A simple stress-dilatancy equation for sand

The stress-dilatancy relation is of critical importance for constitutive modelling of sand. A new fractional-order stress-dilatancy equation is analytically developed in this study, based on stress-fractional operators. An apparent linear response of the stress-dilatancy behaviour of soil after sufficient shearing is obtained. As the fractional order varies, the derived stress-dilatancy curve and the associated phase transformation state stress ratio shift. But, unlike existing researches, no other specific parameters, except the fractional order, concerning such shift and the state-dependence are required. The developed stress-dilatancy equation is then incorporated into an existing constitutive model for validation. Test results of different sands are simulated and compared, where a good model performance is observed.

💡 Research Summary

The paper addresses a long‑standing challenge in geotechnical constitutive modeling: the need for multiple empirical parameters to describe the stress‑dilatancy behavior of granular soils such as sand. The authors propose a fundamentally new formulation based on fractional‑order operators, introducing a single fractional order α (0 < α ≤ 1) to capture the state‑dependent coupling between stress and dilatancy.

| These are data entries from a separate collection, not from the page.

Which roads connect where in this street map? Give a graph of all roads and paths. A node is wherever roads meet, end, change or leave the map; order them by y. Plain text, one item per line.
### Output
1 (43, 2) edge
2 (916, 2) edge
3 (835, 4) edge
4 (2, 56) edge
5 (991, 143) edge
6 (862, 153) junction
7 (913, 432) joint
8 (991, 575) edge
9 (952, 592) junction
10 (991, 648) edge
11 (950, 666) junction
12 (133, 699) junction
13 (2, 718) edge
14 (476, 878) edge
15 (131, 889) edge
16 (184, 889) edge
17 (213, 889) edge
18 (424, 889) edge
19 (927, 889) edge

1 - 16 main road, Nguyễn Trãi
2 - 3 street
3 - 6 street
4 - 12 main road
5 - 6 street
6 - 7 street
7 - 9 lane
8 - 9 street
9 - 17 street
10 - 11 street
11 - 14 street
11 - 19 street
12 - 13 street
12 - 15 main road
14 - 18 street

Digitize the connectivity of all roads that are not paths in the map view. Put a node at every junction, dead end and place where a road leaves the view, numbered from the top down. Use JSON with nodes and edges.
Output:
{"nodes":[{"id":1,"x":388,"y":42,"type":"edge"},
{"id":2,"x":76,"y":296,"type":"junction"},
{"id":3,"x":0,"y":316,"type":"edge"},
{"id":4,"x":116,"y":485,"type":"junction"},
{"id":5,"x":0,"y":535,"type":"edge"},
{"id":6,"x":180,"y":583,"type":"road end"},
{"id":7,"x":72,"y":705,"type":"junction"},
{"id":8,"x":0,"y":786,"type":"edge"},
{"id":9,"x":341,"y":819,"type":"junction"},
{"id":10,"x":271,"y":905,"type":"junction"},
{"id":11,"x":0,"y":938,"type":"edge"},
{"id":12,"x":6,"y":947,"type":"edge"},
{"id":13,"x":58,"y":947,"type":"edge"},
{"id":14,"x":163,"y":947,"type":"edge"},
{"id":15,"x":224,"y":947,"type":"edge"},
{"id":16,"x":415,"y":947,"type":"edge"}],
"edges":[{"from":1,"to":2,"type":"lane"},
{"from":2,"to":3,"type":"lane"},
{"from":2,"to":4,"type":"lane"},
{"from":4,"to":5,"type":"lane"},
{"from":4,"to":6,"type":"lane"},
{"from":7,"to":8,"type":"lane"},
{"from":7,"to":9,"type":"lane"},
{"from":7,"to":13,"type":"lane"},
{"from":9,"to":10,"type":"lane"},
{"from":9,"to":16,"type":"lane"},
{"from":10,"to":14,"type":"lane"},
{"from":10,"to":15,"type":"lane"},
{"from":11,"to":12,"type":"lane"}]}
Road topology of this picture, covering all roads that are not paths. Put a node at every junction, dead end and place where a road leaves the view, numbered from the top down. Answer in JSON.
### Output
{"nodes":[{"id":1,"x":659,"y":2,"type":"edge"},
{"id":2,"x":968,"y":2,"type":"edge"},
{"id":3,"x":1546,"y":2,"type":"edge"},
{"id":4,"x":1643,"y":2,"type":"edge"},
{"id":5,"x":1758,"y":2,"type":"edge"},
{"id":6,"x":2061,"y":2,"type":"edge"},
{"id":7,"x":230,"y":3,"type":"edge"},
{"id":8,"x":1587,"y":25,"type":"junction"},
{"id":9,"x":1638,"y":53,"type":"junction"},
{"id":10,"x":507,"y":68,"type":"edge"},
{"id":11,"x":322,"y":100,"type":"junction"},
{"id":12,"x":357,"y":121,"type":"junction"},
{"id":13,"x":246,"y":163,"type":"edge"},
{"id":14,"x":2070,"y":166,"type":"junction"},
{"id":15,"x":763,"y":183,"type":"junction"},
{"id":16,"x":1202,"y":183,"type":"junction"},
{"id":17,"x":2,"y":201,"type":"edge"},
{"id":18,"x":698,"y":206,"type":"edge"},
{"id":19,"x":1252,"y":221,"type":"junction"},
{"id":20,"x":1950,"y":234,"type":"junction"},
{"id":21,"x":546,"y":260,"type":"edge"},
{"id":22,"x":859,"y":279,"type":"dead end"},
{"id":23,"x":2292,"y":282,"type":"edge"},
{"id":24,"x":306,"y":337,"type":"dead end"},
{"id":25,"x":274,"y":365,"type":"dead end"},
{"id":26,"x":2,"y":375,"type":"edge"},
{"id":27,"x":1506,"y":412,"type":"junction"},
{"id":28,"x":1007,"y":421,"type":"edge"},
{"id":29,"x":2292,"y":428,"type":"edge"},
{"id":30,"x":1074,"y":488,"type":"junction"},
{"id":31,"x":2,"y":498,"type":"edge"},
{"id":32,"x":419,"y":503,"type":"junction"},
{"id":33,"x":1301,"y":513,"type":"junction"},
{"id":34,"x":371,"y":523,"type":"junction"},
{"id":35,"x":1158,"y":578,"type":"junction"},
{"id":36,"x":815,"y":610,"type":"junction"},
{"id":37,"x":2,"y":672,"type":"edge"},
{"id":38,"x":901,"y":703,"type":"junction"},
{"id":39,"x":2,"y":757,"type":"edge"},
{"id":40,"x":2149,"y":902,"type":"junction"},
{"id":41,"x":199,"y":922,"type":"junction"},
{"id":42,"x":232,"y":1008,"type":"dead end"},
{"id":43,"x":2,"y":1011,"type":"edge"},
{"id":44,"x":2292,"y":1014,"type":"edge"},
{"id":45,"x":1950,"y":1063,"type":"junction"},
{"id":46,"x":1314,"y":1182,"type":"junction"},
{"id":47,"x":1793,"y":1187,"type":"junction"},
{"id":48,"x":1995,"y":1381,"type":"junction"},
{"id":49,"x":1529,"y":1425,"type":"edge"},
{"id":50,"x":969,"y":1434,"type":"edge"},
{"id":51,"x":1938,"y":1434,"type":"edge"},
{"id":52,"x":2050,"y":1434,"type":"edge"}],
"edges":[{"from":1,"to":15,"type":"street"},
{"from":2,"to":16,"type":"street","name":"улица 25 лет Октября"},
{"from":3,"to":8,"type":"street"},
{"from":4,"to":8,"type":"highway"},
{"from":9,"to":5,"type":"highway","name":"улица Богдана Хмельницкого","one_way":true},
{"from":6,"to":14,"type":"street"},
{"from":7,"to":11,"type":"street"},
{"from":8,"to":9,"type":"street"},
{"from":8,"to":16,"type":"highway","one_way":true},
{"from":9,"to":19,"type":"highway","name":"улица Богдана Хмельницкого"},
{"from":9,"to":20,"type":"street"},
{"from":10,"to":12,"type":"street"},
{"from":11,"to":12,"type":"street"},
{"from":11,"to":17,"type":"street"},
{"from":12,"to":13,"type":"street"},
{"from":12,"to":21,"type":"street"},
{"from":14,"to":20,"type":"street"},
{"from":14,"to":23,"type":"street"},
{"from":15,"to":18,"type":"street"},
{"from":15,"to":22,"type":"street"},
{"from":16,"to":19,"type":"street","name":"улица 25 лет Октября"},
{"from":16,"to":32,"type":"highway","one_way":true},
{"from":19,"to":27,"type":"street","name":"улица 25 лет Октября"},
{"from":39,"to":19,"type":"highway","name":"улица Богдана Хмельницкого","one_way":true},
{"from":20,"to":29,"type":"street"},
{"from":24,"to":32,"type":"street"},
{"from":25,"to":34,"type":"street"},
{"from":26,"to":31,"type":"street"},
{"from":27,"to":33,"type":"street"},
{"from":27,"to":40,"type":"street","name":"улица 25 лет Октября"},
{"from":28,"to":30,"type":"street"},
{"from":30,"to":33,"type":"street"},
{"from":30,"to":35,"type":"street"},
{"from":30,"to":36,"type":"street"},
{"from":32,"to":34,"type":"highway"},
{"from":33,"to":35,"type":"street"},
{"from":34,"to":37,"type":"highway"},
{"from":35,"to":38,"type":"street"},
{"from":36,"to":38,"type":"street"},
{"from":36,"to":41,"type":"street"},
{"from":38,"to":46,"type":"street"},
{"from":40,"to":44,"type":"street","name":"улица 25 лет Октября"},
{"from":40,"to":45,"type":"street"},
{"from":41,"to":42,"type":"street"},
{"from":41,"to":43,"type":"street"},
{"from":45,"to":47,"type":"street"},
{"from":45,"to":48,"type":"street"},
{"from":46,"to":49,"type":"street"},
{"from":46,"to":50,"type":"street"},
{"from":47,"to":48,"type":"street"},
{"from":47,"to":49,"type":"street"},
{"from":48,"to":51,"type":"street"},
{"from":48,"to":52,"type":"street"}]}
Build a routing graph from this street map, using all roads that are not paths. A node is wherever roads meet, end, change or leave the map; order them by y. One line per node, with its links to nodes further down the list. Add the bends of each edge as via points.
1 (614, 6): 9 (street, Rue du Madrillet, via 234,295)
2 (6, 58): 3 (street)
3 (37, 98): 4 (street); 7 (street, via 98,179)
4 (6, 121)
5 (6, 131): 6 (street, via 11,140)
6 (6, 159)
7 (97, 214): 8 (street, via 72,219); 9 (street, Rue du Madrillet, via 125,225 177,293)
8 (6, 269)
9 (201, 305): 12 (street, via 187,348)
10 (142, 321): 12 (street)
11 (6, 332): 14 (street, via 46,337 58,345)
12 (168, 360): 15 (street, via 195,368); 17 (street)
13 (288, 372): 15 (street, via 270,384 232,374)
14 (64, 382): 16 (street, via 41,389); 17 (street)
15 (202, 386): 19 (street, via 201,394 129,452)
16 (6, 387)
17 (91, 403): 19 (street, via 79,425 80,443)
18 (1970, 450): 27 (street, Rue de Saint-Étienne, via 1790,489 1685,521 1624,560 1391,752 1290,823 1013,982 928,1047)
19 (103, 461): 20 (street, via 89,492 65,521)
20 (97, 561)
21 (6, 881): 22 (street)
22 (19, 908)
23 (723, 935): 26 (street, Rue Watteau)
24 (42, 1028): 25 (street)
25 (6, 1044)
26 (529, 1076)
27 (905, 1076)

The theoretical development begins with the definition of a fractional derivative of the stress tensor, D^ασ, and its relationship to the shear strain‑rate tensor ε̇ through a generalized stiffness tensor K: σ = K·D^αε̇. When α = 1 the expression collapses to the classic linear elastic‑plastic formulation; as α approaches zero the response becomes fully plastic with strong memory effects. By analytically solving the resulting stress‑dilatancy relation, the authors demonstrate that after sufficient shear deformation the τ‑σ curve (deviatoric stress versus mean stress) becomes essentially linear, with slope and intercept governed solely by α. Consequently, the shift of the phase‑transformation (critical‑state) stress ratio is controlled without invoking additional coefficients such as the dilation angle or the critical‑state parameter M.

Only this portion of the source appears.